BMW nie będzie produkować silników spalinowych w Niemczech

Firma BMW przenosi budowę silników spalinowych za granicę, a główny zakład w Monachium ma się skoncentrować na napędach elektrycznych - informuje w czwartek tygodnik "Spiegel".

Niemiecki producent samochodów BMW kontynuuje transformację w kierunku elektromobilności. Firma stopniowo będzie przenosiła produkcję silników spalinowych ze swojego głównego zakładu w Monachium do Steyr w Austrii i Hams Hall w Wielkiej Brytanii, przeprowadzka powinna się skończyć najpóźniej do 2024 roku.
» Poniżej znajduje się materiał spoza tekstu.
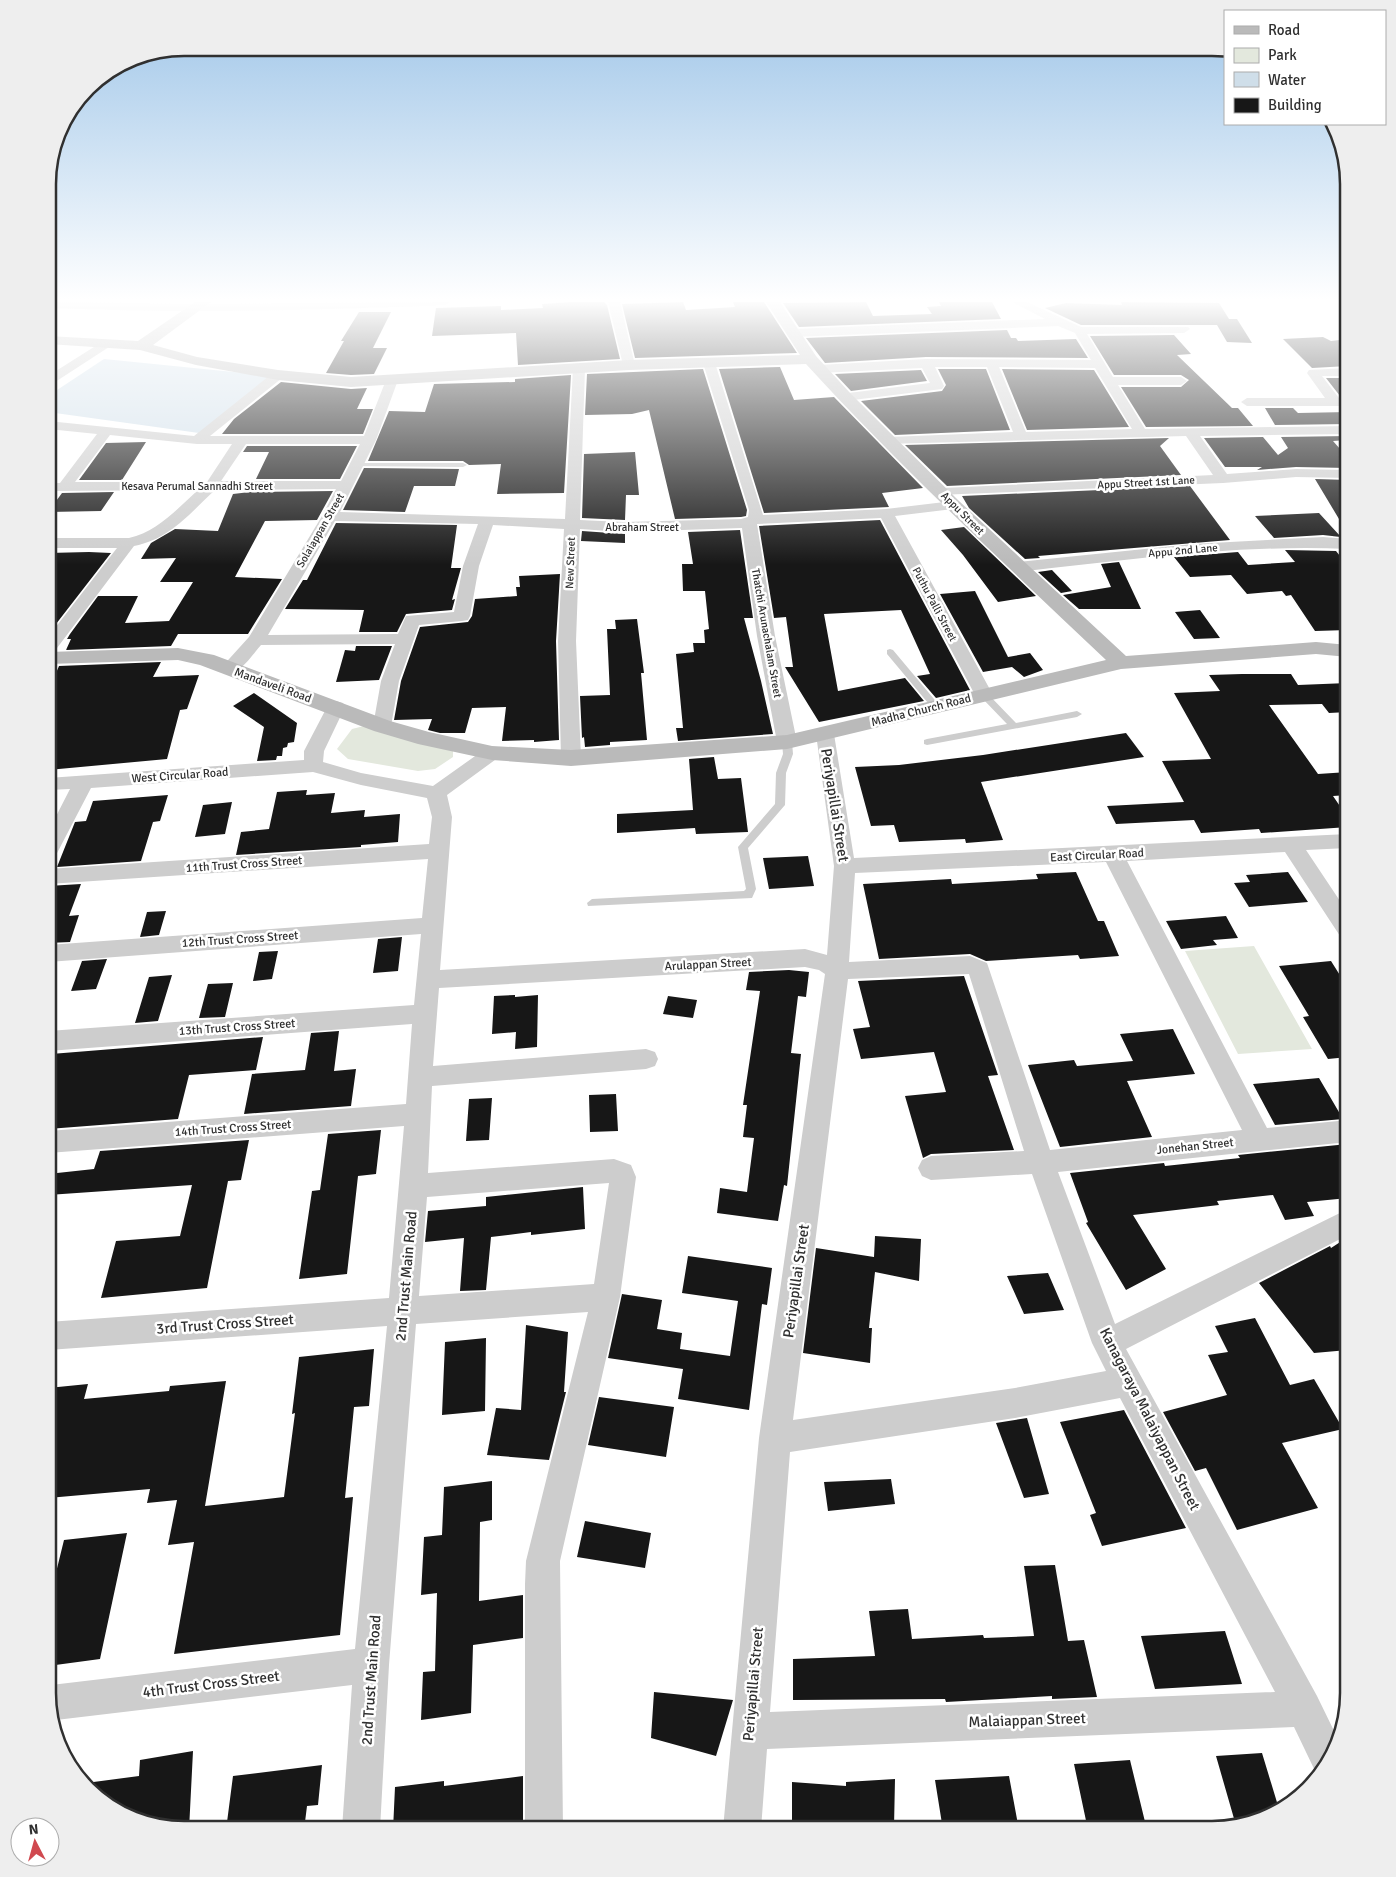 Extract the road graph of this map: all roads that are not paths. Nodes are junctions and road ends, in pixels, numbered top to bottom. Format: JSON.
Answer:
{"nodes":[{"id":1,"x":260,"y":390,"type":"edge"},
{"id":2,"x":388,"y":390,"type":"edge"},
{"id":3,"x":578,"y":390,"type":"edge"},
{"id":4,"x":718,"y":390,"type":"edge"},
{"id":5,"x":838,"y":390,"type":"edge"},
{"id":6,"x":908,"y":390,"type":"edge"},
{"id":7,"x":1002,"y":390,"type":"edge"},
{"id":8,"x":1115,"y":390,"type":"edge"},
{"id":9,"x":1330,"y":390,"type":"edge"},
{"id":10,"x":845,"y":397,"type":"junction"},
{"id":11,"x":1340,"y":400,"type":"edge"},
{"id":12,"x":1340,"y":402,"type":"edge"},
{"id":13,"x":57,"y":427,"type":"edge"},
{"id":14,"x":107,"y":430,"type":"junction"},
{"id":15,"x":1271,"y":430,"type":"junction"},
{"id":16,"x":1340,"y":430,"type":"edge"},
{"id":17,"x":1190,"y":432,"type":"junction"},
{"id":18,"x":1141,"y":433,"type":"junction"},
{"id":19,"x":1021,"y":436,"type":"junction"},
{"id":20,"x":197,"y":440,"type":"junction"},
{"id":21,"x":369,"y":440,"type":"junction"},
{"id":22,"x":241,"y":441,"type":"junction"},
{"id":23,"x":889,"y":441,"type":"junction"},
{"id":24,"x":356,"y":465,"type":"junction"},
{"id":25,"x":463,"y":465,"type":"dead end"},
{"id":26,"x":1340,"y":474,"type":"edge"},
{"id":27,"x":1223,"y":479,"type":"junction"},
{"id":28,"x":346,"y":485,"type":"junction"},
{"id":29,"x":211,"y":486,"type":"junction"},
{"id":30,"x":57,"y":487,"type":"edge"},
{"id":31,"x":64,"y":487,"type":"junction"},
{"id":32,"x":948,"y":499,"type":"junction"},
{"id":33,"x":886,"y":513,"type":"junction"},
{"id":34,"x":330,"y":516,"type":"junction"},
{"id":35,"x":487,"y":520,"type":"junction"},
{"id":36,"x":753,"y":522,"type":"junction"},
{"id":37,"x":572,"y":526,"type":"junction"},
{"id":38,"x":57,"y":543,"type":"edge"},
{"id":39,"x":129,"y":543,"type":"junction"},
{"id":40,"x":1340,"y":543,"type":"edge"},
{"id":41,"x":1018,"y":567,"type":"junction"},
{"id":42,"x":57,"y":637,"type":"edge"},
{"id":43,"x":404,"y":639,"type":"junction"},
{"id":44,"x":256,"y":640,"type":"junction"},
{"id":45,"x":1340,"y":650,"type":"edge"},
{"id":46,"x":890,"y":652,"type":"dead end"},
{"id":47,"x":57,"y":658,"type":"edge"},
{"id":48,"x":1121,"y":663,"type":"junction"},
{"id":49,"x":229,"y":669,"type":"junction"},
{"id":50,"x":984,"y":695,"type":"junction"},
{"id":51,"x":336,"y":707,"type":"junction"},
{"id":52,"x":936,"y":707,"type":"junction"},
{"id":53,"x":1077,"y":714,"type":"dead end"},
{"id":54,"x":382,"y":726,"type":"junction"},
{"id":55,"x":1014,"y":726,"type":"junction"},
{"id":56,"x":824,"y":734,"type":"junction"},
{"id":57,"x":787,"y":742,"type":"junction"},
{"id":58,"x":928,"y":742,"type":"dead end"},
{"id":59,"x":492,"y":753,"type":"junction"},
{"id":60,"x":571,"y":758,"type":"junction"},
{"id":61,"x":313,"y":766,"type":"junction"},
{"id":62,"x":84,"y":781,"type":"junction"},
{"id":63,"x":57,"y":783,"type":"edge"},
{"id":64,"x":436,"y":793,"type":"junction"},
{"id":65,"x":57,"y":835,"type":"edge"},
{"id":66,"x":1340,"y":841,"type":"edge"},
{"id":67,"x":1291,"y":844,"type":"junction"},
{"id":68,"x":439,"y":851,"type":"junction"},
{"id":69,"x":1113,"y":854,"type":"junction"},
{"id":70,"x":845,"y":866,"type":"junction"},
{"id":71,"x":57,"y":876,"type":"edge"},
{"id":72,"x":592,"y":903,"type":"dead end"},
{"id":73,"x":1340,"y":918,"type":"edge"},
{"id":74,"x":433,"y":924,"type":"junction"},
{"id":75,"x":56,"y":953,"type":"edge"},
{"id":76,"x":838,"y":971,"type":"junction"},
{"id":77,"x":980,"y":974,"type":"joint"},
{"id":78,"x":428,"y":980,"type":"junction"},
{"id":79,"x":426,"y":1014,"type":"junction"},
{"id":80,"x":56,"y":1040,"type":"edge"},
{"id":81,"x":646,"y":1059,"type":"dead end"},
{"id":82,"x":420,"y":1077,"type":"junction"},
{"id":83,"x":418,"y":1114,"type":"junction"},
{"id":84,"x":1340,"y":1132,"type":"edge"},
{"id":85,"x":1260,"y":1140,"type":"junction"},
{"id":86,"x":56,"y":1141,"type":"edge"},
{"id":87,"x":1041,"y":1162,"type":"junction"},
{"id":88,"x":931,"y":1168,"type":"dead end"},
{"id":89,"x":414,"y":1186,"type":"junction"},
{"id":90,"x":1340,"y":1225,"type":"edge"},
{"id":91,"x":606,"y":1297,"type":"junction"},
{"id":92,"x":403,"y":1312,"type":"junction"},
{"id":93,"x":56,"y":1335,"type":"edge"},
{"id":94,"x":1107,"y":1343,"type":"junction"},
{"id":95,"x":1127,"y":1382,"type":"junction"},
{"id":96,"x":775,"y":1438,"type":"junction"},
{"id":97,"x":371,"y":1665,"type":"junction"},
{"id":98,"x":57,"y":1702,"type":"edge"},
{"id":99,"x":1304,"y":1709,"type":"junction"},
{"id":100,"x":749,"y":1731,"type":"junction"},
{"id":101,"x":1325,"y":1753,"type":"edge"},
{"id":102,"x":362,"y":1821,"type":"edge"},
{"id":103,"x":544,"y":1821,"type":"edge"},
{"id":104,"x":743,"y":1821,"type":"edge"}],
"edges":[{"from":1,"to":20,"type":"street"},
{"from":2,"to":21,"type":"street","name":"Solaiappan Street"},
{"from":3,"to":37,"type":"street","name":"New Street"},
{"from":4,"to":36,"type":"street","name":"Thatchi Arunachalam Street"},
{"from":5,"to":10,"type":"street","name":"Appu Street"},
{"from":6,"to":10,"type":"street"},
{"from":7,"to":19,"type":"street"},
{"from":8,"to":18,"type":"street"},
{"from":9,"to":11,"type":"street"},
{"from":10,"to":23,"type":"street","name":"Appu Street"},
{"from":12,"to":15,"type":"street"},
{"from":13,"to":14,"type":"street"},
{"from":14,"to":20,"type":"street"},
{"from":14,"to":31,"type":"street"},
{"from":15,"to":16,"type":"street"},
{"from":15,"to":17,"type":"street"},
{"from":17,"to":18,"type":"street"},
{"from":17,"to":27,"type":"street"},
{"from":18,"to":19,"type":"street"},
{"from":19,"to":23,"type":"street"},
{"from":20,"to":22,"type":"street"},
{"from":21,"to":22,"type":"street"},
{"from":21,"to":24,"type":"street","name":"Solaiappan Street"},
{"from":22,"to":29,"type":"street"},
{"from":23,"to":32,"type":"street","name":"Appu Street"},
{"from":24,"to":25,"type":"lane"},
{"from":24,"to":28,"type":"street","name":"Solaiappan Street"},
{"from":26,"to":27,"type":"street","name":"Appu Street 1st Lane"},
{"from":27,"to":32,"type":"street","name":"Appu Street 1st Lane"},
{"from":28,"to":29,"type":"street","name":"Kesava Perumal Sannadhi Street"},
{"from":28,"to":34,"type":"street","name":"Solaiappan Street"},
{"from":29,"to":31,"type":"street","name":"Kesava Perumal Sannadhi Street"},
{"from":29,"to":39,"type":"street"},
{"from":30,"to":31,"type":"street","name":"Kesava Perumal Sannadhi Street"},
{"from":32,"to":33,"type":"street","name":"Abraham Street"},
{"from":32,"to":41,"type":"street","name":"Appu Street"},
{"from":33,"to":36,"type":"street","name":"Abraham Street"},
{"from":33,"to":50,"type":"street","name":"Puthu Palli Street"},
{"from":34,"to":35,"type":"street","name":"Abraham Street"},
{"from":34,"to":44,"type":"street","name":"Solaiappan Street"},
{"from":35,"to":37,"type":"street","name":"Abraham Street"},
{"from":35,"to":43,"type":"street"},
{"from":36,"to":37,"type":"street","name":"Abraham Street"},
{"from":36,"to":57,"type":"street","name":"Thatchi Arunachalam Street"},
{"from":37,"to":60,"type":"street","name":"New Street"},
{"from":38,"to":39,"type":"street"},
{"from":39,"to":42,"type":"street"},
{"from":40,"to":41,"type":"street","name":"Appu 2nd Lane"},
{"from":41,"to":48,"type":"street","name":"Appu Street"},
{"from":43,"to":44,"type":"street"},
{"from":43,"to":54,"type":"street"},
{"from":44,"to":49,"type":"street","name":"Solaiappan Street"},
{"from":45,"to":48,"type":"street","name":"Madha Church Road"},
{"from":46,"to":52,"type":"lane"},
{"from":47,"to":49,"type":"street","name":"Mandaveli Road"},
{"from":48,"to":50,"type":"street","name":"Madha Church Road"},
{"from":49,"to":51,"type":"street","name":"Mandaveli Road"},
{"from":50,"to":52,"type":"street","name":"Madha Church Road"},
{"from":50,"to":55,"type":"lane"},
{"from":51,"to":54,"type":"street","name":"Mandaveli Road"},
{"from":51,"to":61,"type":"street"},
{"from":52,"to":56,"type":"street","name":"Madha Church Road"},
{"from":53,"to":55,"type":"lane"},
{"from":54,"to":59,"type":"street","name":"Mandaveli Road"},
{"from":55,"to":58,"type":"lane"},
{"from":56,"to":57,"type":"street","name":"Madha Church Road"},
{"from":56,"to":70,"type":"street","name":"Periyapillai Street"},
{"from":57,"to":60,"type":"street","name":"Madha Church Road"},
{"from":57,"to":72,"type":"lane"},
{"from":59,"to":60,"type":"street","name":"Madha Church Road"},
{"from":59,"to":64,"type":"street"},
{"from":61,"to":62,"type":"street","name":"West Circular Road"},
{"from":61,"to":64,"type":"street","name":"West Circular Road"},
{"from":62,"to":63,"type":"street","name":"West Circular Road"},
{"from":62,"to":65,"type":"street"},
{"from":64,"to":68,"type":"street","name":"2nd Trust Main Road"},
{"from":66,"to":67,"type":"street","name":"East Circular Road"},
{"from":67,"to":69,"type":"street","name":"East Circular Road"},
{"from":67,"to":73,"type":"street"},
{"from":68,"to":71,"type":"street","name":"11th Trust Cross Street"},
{"from":68,"to":74,"type":"street","name":"2nd Trust Main Road"},
{"from":69,"to":70,"type":"street","name":"East Circular Road"},
{"from":69,"to":85,"type":"street"},
{"from":70,"to":76,"type":"street","name":"Periyapillai Street"},
{"from":74,"to":75,"type":"street","name":"12th Trust Cross Street"},
{"from":74,"to":78,"type":"street","name":"2nd Trust Main Road"},
{"from":76,"to":77,"type":"street","name":"Arulappan Street"},
{"from":76,"to":78,"type":"street","name":"Arulappan Street"},
{"from":76,"to":96,"type":"street","name":"Periyapillai Street"},
{"from":77,"to":87,"type":"street","name":"Kanagaraya Malaiyappan Street"},
{"from":78,"to":79,"type":"street","name":"2nd Trust Main Road"},
{"from":79,"to":80,"type":"street","name":"13th Trust Cross Street"},
{"from":79,"to":82,"type":"street","name":"2nd Trust Main Road"},
{"from":81,"to":82,"type":"street"},
{"from":82,"to":83,"type":"street","name":"2nd Trust Main Road"},
{"from":83,"to":86,"type":"street","name":"14th Trust Cross Street"},
{"from":83,"to":89,"type":"street","name":"2nd Trust Main Road"},
{"from":84,"to":85,"type":"street","name":"Jonehan Street"},
{"from":85,"to":87,"type":"street","name":"Jonehan Street"},
{"from":87,"to":88,"type":"street","name":"Jonehan Street"},
{"from":87,"to":94,"type":"street","name":"Kanagaraya Malaiyappan Street"},
{"from":89,"to":91,"type":"street"},
{"from":89,"to":92,"type":"street","name":"2nd Trust Main Road"},
{"from":90,"to":94,"type":"street"},
{"from":91,"to":92,"type":"street","name":"3rd Trust Cross Street"},
{"from":91,"to":103,"type":"street"},
{"from":92,"to":93,"type":"street","name":"3rd Trust Cross Street"},
{"from":92,"to":97,"type":"street","name":"2nd Trust Main Road"},
{"from":94,"to":95,"type":"street","name":"Kanagaraya Malaiyappan Street"},
{"from":95,"to":96,"type":"street"},
{"from":95,"to":99,"type":"street","name":"Kanagaraya Malaiyappan Street"},
{"from":96,"to":100,"type":"street","name":"Periyapillai Street"},
{"from":97,"to":98,"type":"street","name":"4th Trust Cross Street"},
{"from":97,"to":102,"type":"street","name":"2nd Trust Main Road"},
{"from":99,"to":100,"type":"street","name":"Malaiappan Street"},
{"from":99,"to":101,"type":"street","name":"Kanagaraya Malaiyappan Street"},
{"from":100,"to":104,"type":"street","name":"Periyapillai Street"}]}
1000 pracowników znajdzie nowe zatrudnienie w BMW w Monachium lub innych miejscach w Bawarii. W zakładach BMW w Monachium pracuje teraz około 8000 osób.

BMW buduje w blisko 100-letniej fabryce silników w stolicy Bawarii nowy zakład montażowy, nastawiony na pojazdy elektryczne. Ma ruszyć w 2026 roku i będzie kosztował 400 mln  euro. Przewodniczący Rady Zakładowej Manfred Schoch powiedział: "Ta decyzja jest wzorem udanej transformacji w niemieckim przemyśle".
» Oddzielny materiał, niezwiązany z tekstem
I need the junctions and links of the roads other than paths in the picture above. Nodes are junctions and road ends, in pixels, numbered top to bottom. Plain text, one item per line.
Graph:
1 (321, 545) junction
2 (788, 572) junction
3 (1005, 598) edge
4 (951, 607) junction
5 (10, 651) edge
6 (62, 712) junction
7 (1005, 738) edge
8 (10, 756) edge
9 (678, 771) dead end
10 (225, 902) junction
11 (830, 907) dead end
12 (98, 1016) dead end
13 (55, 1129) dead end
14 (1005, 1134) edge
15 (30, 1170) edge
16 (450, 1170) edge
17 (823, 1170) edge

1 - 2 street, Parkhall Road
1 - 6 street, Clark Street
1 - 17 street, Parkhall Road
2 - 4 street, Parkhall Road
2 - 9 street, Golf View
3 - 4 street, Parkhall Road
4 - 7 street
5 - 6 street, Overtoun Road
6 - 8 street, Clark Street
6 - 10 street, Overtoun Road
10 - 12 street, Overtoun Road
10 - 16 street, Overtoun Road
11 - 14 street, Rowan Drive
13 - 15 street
"Konsekwentnie realizujemy naszą strategię elektryfikacji. Do końca 2022 roku każdy z naszych niemieckich zakładów będzie produkował co najmniej jeden pojazd całkowicie elektryczny" - mówi szef działu produkcji Milan Nedeljkovic. Grupa "stale rozwija zakład w Monachium w kierunku elektromobilności i tworzy w tym celu wydajne i konkurencyjne struktury produkcyjne".

Od końca 2021 roku planowane jest uruchomienie produkcji całkowicie elektrycznego BMW i4 w Monachium i BMW iX w fabryce w Dingolfing.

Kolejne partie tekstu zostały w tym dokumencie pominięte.